What you should do -
Within the records, how many lines hold the word "dead"? State that number alone.

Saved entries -
--------------------------------------------------

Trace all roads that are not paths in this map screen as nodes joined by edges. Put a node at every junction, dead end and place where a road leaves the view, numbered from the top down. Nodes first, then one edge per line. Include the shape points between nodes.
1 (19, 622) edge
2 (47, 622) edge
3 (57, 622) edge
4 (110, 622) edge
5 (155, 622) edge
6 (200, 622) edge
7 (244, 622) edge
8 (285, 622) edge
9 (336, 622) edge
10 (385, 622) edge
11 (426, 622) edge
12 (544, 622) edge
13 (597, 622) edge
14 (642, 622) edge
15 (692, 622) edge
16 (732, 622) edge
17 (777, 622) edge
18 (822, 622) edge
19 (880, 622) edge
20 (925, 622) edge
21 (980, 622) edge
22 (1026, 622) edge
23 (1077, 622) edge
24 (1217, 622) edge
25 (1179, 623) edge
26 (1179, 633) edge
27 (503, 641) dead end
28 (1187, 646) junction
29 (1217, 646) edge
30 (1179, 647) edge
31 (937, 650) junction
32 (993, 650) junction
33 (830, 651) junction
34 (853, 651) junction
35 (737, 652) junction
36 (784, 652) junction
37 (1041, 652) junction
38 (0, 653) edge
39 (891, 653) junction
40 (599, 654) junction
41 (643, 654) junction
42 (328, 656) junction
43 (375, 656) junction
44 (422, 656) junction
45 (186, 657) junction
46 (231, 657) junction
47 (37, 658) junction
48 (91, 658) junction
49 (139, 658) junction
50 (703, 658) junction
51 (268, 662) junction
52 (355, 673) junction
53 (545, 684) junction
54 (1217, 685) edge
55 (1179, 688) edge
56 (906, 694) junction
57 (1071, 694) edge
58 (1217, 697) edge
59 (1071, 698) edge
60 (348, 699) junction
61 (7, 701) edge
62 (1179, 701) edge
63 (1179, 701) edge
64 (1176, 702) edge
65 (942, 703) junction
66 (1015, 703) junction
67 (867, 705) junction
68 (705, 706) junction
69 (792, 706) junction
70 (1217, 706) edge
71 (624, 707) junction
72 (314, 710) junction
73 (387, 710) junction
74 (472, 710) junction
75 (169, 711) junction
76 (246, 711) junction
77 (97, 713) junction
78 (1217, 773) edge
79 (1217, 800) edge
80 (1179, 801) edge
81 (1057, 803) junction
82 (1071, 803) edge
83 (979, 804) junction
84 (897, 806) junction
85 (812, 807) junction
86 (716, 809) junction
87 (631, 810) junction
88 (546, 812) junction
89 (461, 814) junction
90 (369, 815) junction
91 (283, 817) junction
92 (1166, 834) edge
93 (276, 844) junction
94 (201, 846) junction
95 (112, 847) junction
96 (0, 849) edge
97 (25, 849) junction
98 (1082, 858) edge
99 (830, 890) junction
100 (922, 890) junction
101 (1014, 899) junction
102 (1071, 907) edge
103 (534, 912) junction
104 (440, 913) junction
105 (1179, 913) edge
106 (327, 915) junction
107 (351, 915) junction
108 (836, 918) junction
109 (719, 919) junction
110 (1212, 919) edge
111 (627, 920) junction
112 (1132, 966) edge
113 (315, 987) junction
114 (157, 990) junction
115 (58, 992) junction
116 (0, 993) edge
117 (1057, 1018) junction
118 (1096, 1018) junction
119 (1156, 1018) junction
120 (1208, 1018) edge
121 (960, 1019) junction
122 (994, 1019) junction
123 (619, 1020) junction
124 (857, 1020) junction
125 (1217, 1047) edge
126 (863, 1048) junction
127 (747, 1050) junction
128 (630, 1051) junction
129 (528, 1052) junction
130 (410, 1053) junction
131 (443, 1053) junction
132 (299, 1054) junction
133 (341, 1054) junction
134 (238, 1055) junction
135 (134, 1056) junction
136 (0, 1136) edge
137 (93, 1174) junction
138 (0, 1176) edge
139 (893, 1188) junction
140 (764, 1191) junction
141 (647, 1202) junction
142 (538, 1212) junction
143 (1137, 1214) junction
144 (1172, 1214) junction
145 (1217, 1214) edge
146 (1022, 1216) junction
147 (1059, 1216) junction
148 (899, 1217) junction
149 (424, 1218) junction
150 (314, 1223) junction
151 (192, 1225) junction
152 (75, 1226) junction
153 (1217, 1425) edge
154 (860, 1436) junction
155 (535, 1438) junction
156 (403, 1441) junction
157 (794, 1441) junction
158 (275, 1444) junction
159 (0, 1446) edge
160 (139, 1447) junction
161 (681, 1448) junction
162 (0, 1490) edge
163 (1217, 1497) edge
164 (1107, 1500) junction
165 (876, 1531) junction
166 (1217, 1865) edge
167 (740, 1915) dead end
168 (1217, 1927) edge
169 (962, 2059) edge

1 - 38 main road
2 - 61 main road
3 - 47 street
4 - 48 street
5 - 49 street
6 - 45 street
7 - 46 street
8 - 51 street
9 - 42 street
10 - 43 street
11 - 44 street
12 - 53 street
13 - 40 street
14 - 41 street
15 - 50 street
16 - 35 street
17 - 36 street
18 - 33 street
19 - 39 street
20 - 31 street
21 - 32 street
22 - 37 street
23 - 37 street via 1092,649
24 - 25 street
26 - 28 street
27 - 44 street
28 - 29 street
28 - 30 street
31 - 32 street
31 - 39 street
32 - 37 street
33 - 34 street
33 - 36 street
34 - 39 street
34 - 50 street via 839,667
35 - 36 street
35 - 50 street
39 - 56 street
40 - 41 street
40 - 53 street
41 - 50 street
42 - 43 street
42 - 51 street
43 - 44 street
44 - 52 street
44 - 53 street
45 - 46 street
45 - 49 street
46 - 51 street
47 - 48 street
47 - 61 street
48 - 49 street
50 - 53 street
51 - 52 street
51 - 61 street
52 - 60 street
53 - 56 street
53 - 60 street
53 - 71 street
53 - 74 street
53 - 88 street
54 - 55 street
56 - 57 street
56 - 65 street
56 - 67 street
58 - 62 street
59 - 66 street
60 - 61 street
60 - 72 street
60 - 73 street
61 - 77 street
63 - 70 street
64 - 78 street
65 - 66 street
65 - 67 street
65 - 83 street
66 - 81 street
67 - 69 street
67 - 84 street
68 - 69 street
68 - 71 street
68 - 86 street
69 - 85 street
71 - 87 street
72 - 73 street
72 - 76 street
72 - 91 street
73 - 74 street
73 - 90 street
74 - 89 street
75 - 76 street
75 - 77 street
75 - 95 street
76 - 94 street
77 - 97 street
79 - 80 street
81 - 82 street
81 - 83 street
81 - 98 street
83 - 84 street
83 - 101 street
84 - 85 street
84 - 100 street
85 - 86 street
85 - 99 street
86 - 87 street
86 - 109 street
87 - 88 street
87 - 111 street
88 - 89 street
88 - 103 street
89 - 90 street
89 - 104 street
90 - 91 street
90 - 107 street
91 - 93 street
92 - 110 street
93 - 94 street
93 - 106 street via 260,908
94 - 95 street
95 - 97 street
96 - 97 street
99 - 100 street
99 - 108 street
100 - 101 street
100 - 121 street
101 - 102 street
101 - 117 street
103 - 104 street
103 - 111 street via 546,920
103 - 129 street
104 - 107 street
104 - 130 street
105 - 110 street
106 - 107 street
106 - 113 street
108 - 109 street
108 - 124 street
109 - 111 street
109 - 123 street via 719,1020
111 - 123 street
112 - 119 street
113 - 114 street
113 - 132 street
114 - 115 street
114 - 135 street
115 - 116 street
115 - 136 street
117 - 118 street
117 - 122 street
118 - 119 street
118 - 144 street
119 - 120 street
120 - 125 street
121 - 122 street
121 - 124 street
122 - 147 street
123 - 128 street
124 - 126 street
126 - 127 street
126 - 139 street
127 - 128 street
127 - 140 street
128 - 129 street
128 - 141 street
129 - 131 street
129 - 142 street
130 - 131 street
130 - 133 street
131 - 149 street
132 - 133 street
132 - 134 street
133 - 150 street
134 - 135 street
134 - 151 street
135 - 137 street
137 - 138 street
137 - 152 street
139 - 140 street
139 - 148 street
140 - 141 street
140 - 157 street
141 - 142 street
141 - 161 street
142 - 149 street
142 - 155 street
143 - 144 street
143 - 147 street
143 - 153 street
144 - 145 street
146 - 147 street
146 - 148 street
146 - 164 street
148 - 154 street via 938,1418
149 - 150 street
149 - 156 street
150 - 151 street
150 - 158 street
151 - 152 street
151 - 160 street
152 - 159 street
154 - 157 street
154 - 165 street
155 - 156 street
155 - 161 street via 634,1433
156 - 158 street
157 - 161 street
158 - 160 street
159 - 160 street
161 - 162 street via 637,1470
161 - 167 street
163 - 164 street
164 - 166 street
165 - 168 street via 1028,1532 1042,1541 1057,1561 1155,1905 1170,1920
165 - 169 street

--------------------------------------------------

Solution to the exercise -
3